Martin Svec Sat, 10 Mar 2018 02:43:02 -0800

Dne 9.3.2018 v 20:03 Martin Svec napsal(a):
> Dne 9.3.2018 v 17:36 Nikolay Borisov napsal(a):
>> On 23.02.2018 16:28, Martin Svec wrote:
>>> Hello,
>>>
>>> we have a btrfs-based backup system using btrfs snapshots and rsync. 
>>> Sometimes,
>>> we hit ENOSPC bug and the filesystem is remounted read-only. However, 
>>> there's 
>>> still plenty of unallocated space according to "btrfs fi usage". So I think 
>>> this
>>> isn't another edge condition when btrfs runs out of space due to fragmented 
>>> chunks,
>>> but a bug in disk space allocation code. It suffices to umount the 
>>> filesystem and
>>> remount it back and it works fine again. The frequency of ENOSPC seems to be
>>> dependent on metadata chunks usage. When there's a lot of free space in 
>>> existing
>>> metadata chunks, the bug doesn't happen for months. If most metadata chunks 
>>> are
>>> above ~98%, we hit the bug every few days. Below are details regarding the 
>>> backup
>>> server and btrfs.
>>>
>>> The backup works as follows: 
>>>
>>>   * Every night, we create a btrfs snapshot on the backup server and rsync 
>>> data
>>>     from a production server into it. This snapshot is then marked 
>>> read-only and
>>>     will be used as a base subvolume for the next backup snapshot.

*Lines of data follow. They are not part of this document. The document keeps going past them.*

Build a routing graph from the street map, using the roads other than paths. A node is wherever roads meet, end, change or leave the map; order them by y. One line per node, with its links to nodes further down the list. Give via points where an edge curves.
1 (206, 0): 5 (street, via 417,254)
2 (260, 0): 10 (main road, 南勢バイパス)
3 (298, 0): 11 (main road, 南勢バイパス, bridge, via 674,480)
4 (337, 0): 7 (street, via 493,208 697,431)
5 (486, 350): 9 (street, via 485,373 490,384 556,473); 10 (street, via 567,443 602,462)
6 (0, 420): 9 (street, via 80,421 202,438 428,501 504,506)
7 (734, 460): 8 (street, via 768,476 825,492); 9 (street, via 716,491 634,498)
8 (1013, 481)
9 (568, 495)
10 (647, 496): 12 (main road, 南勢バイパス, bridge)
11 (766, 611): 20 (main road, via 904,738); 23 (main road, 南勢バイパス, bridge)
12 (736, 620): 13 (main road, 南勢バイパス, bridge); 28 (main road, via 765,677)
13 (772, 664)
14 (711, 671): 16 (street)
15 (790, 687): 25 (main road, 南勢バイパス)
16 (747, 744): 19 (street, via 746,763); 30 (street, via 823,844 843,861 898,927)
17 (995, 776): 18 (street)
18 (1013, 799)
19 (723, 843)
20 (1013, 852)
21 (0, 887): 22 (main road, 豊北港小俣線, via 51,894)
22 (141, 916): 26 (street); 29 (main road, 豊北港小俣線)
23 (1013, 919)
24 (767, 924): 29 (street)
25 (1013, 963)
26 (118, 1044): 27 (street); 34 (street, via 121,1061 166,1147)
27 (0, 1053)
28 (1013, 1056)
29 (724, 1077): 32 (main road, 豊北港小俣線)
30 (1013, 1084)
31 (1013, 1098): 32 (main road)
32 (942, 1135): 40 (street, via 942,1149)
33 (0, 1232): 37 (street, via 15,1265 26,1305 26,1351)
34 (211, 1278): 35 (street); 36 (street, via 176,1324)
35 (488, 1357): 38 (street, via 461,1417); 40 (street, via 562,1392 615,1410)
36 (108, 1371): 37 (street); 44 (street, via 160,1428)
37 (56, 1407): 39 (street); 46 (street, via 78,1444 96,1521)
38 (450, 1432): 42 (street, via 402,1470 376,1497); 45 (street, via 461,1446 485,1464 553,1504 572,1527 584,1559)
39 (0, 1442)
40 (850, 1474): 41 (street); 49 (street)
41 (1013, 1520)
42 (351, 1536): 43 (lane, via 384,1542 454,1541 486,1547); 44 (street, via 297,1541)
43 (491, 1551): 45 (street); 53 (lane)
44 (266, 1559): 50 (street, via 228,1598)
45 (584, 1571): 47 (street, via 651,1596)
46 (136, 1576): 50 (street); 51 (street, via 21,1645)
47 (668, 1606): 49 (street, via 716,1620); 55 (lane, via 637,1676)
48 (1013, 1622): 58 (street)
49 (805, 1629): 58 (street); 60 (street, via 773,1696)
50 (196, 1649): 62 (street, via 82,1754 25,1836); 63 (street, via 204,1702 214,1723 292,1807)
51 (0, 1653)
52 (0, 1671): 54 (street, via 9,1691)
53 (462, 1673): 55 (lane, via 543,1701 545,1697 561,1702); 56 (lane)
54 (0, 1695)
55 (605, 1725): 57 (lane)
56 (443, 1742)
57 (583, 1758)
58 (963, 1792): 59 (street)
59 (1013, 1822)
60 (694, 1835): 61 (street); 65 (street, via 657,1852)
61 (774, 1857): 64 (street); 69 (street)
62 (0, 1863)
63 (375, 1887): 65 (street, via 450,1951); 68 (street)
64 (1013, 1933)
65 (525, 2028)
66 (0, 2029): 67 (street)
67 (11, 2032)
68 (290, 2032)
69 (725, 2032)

>>>   * Every day, expired snapshots are removed and their space is freed. 
>>> Cleanup
>>>     is scheduled in such a way that it doesn't interfere with the backup 
>>> window.
>>>   * Multiple production servers are backed up in parallel to one backup 
>>> server.
>>>   * The backed up servers are mostly webhosting servers and mail servers, 
>>> i.e.
>>>     hundreds of billions of small files. (Yes, we push btrfs to the limits 
>>> :-))
>>>   * Backup server contains ~1080 snapshots, Zlib compression is enabled.

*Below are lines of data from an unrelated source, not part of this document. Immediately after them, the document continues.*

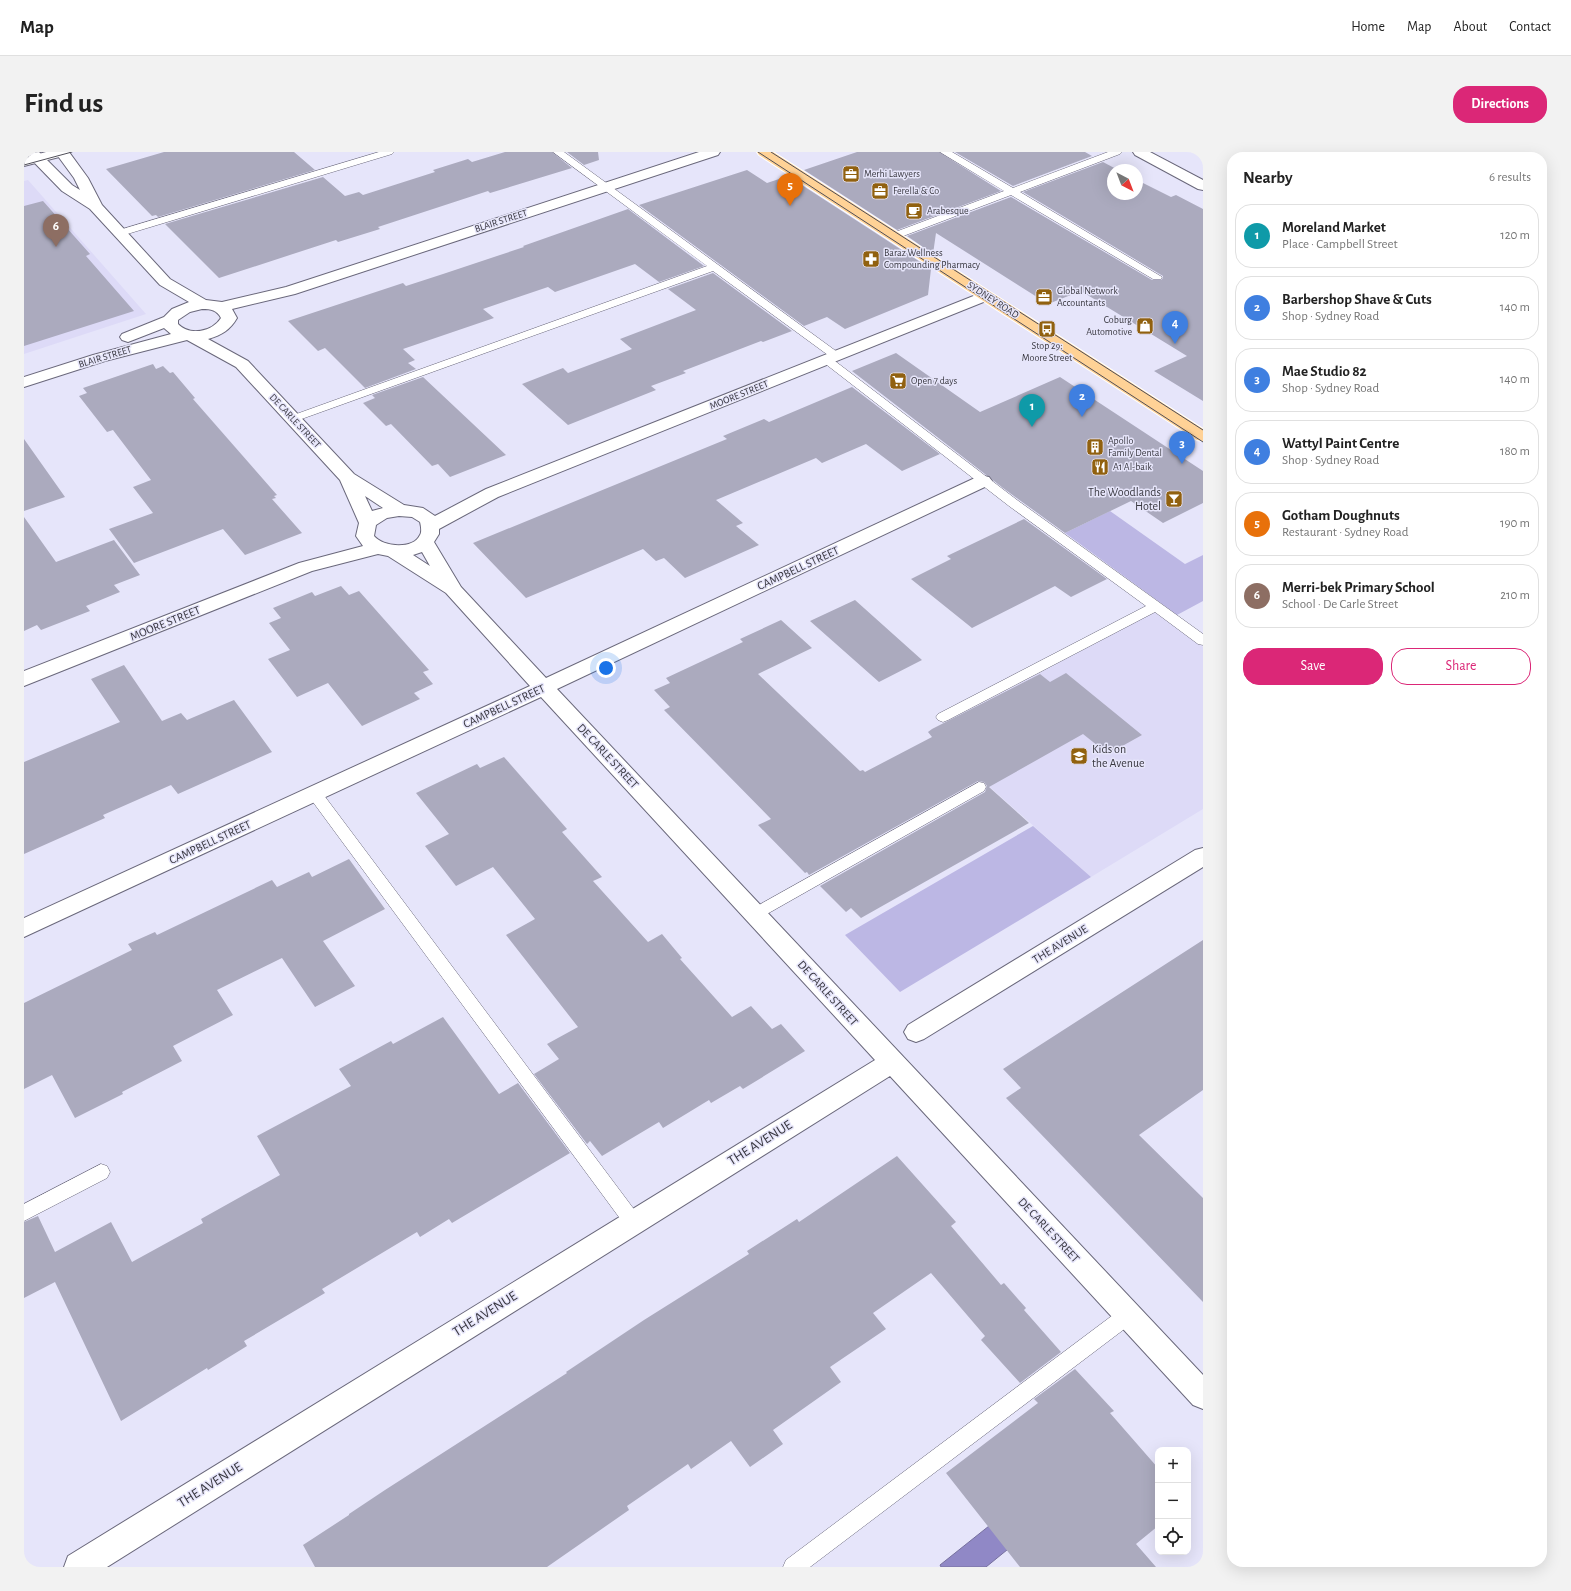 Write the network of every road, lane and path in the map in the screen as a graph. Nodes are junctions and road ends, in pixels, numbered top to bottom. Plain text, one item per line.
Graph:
1 (62, 152) edge
2 (389, 152) edge
3 (558, 152) edge
4 (713, 152) edge
5 (764, 152) edge
6 (945, 152) edge
7 (1117, 152) edge
8 (1140, 152) edge
9 (31, 158) edge
10 (1203, 186) edge
11 (606, 187) junction
12 (1014, 192) junction
13 (94, 206) junction
14 (120, 233) junction
15 (894, 236) junction
16 (714, 267) junction
17 (1157, 277) dead end
18 (165, 282) junction
19 (290, 291) junction
20 (986, 296) junction
21 (202, 304) junction
22 (221, 307) junction
23 (174, 316) junction
24 (226, 324) junction
25 (189, 335) junction
26 (831, 358) junction
27 (242, 364) junction
28 (24, 377) edge
29 (24, 382) edge
30 (292, 419) junction
31 (1203, 436) edge
32 (348, 478) junction
33 (983, 481) junction
34 (492, 493) junction
35 (408, 511) junction
36 (367, 527) junction
37 (428, 534) junction
38 (386, 550) junction
39 (306, 567) junction
40 (454, 591) junction
41 (1156, 606) junction
42 (1203, 641) edge
43 (24, 680) edge
44 (544, 687) junction
45 (943, 717) dead end
46 (979, 788) dead end
47 (314, 794) junction
48 (1203, 856) edge
49 (755, 914) junction
50 (24, 928) edge
51 (916, 1032) dead end
52 (892, 1062) junction
53 (101, 1172) dead end
54 (24, 1213) edge
55 (633, 1222) junction
56 (1128, 1315) junction
57 (1203, 1395) edge
58 (79, 1567) edge
59 (793, 1567) edge

1 - 9 street
1 - 13 street
2 - 14 lane
3 - 11 lane
4 - 11 street, BLAIR STREET
5 - 15 highway, SYDNEY ROAD
6 - 12 lane
7 - 12 lane
8 - 10 street
9 - 13 street
11 - 16 lane
11 - 19 street, BLAIR STREET
12 - 15 lane
12 - 17 lane
13 - 14 street
14 - 18 street
15 - 20 highway, SYDNEY ROAD
16 - 26 lane
16 - 30 lane
18 - 21 street
18 - 23 street
19 - 22 street, BLAIR STREET
19 - 24 street, BLAIR STREET
20 - 26 street, MOORE STREET
20 - 31 highway, SYDNEY ROAD
21 - 22 street
21 - 23 street, BLAIR STREET
22 - 24 street, DE CARLE STREET
23 - 25 street, DE CARLE STREET
23 - 28 street, BLAIR STREET
24 - 25 street, BLAIR STREET
24 - 27 street, DE CARLE STREET
25 - 27 street, DE CARLE STREET
25 - 29 street, BLAIR STREET
26 - 33 lane
26 - 34 street, MOORE STREET
27 - 30 street, DE CARLE STREET
30 - 32 street, DE CARLE STREET
32 - 35 street, DE CARLE STREET
32 - 36 street, DE CARLE STREET
33 - 41 lane
33 - 44 street, CAMPBELL STREET
34 - 35 street, MOORE STREET
34 - 37 street, MOORE STREET
35 - 36 street
35 - 37 street
36 - 38 street
36 - 39 street, MOORE STREET
37 - 38 street
37 - 40 street, DE CARLE STREET
38 - 39 street, MOORE STREET
38 - 40 street, DE CARLE STREET
39 - 43 street, MOORE STREET
40 - 44 street, DE CARLE STREET
41 - 42 lane
41 - 45 lane
44 - 47 street, CAMPBELL STREET
44 - 49 street, DE CARLE STREET
46 - 49 lane
47 - 50 street, CAMPBELL STREET
47 - 55 lane
48 - 51 street, THE AVENUE
49 - 52 street, DE CARLE STREET
52 - 55 street, THE AVENUE
52 - 56 street, DE CARLE STREET
53 - 54 lane
55 - 58 street, THE AVENUE
56 - 57 street, DE CARLE STREET
56 - 59 lane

>>>   * Rsync is configured to use whole file copying.
>>>
>>> System configuration:
>>>
>>> Debian Stretch, vanilla stable 4.14.20 kernel with one custom btrfs patch 
>>> (see below) and
>>> Nikolay's patch 1b816c23e9 (btrfs: Add enospc_debug printing in 
>>> metadata_reserve_bytes)
>>>
>>> btrfs mount options: 
>>> noatime,compress=zlib,enospc_debug,space_cache=v2,commit=15
>>>
>>> $ btrfs fi df /backup:
>>>
>>> Data, single: total=28.05TiB, used=26.37TiB
>>> System, single: total=32.00MiB, used=3.53MiB
>>> Metadata, single: total=255.00GiB, used=250.73GiB
>>> GlobalReserve, single: total=512.00MiB, used=0.00B
>>>
>>> $ btrfs fi show /backup:
>>>
>>> Label: none  uuid: a52501a9-651c-4712-a76b-7b4238cfff63
>>>         Total devices 2 FS bytes used 26.62TiB
>>>         devid    1 size 416.62GiB used 255.03GiB path /dev/sdb
>>>         devid    2 size 36.38TiB used 28.05TiB path /dev/sdc
>>>
>>> $ btrfs fi usage /backup:
>>>
>>> Overall:
>>>     Device size:                  36.79TiB
>>>     Device allocated:             28.30TiB
>>>     Device unallocated:            8.49TiB
>>>     Device missing:                  0.00B
>>>     Used:                         26.62TiB
>>>     Free (estimated):             10.17TiB      (min: 10.17TiB)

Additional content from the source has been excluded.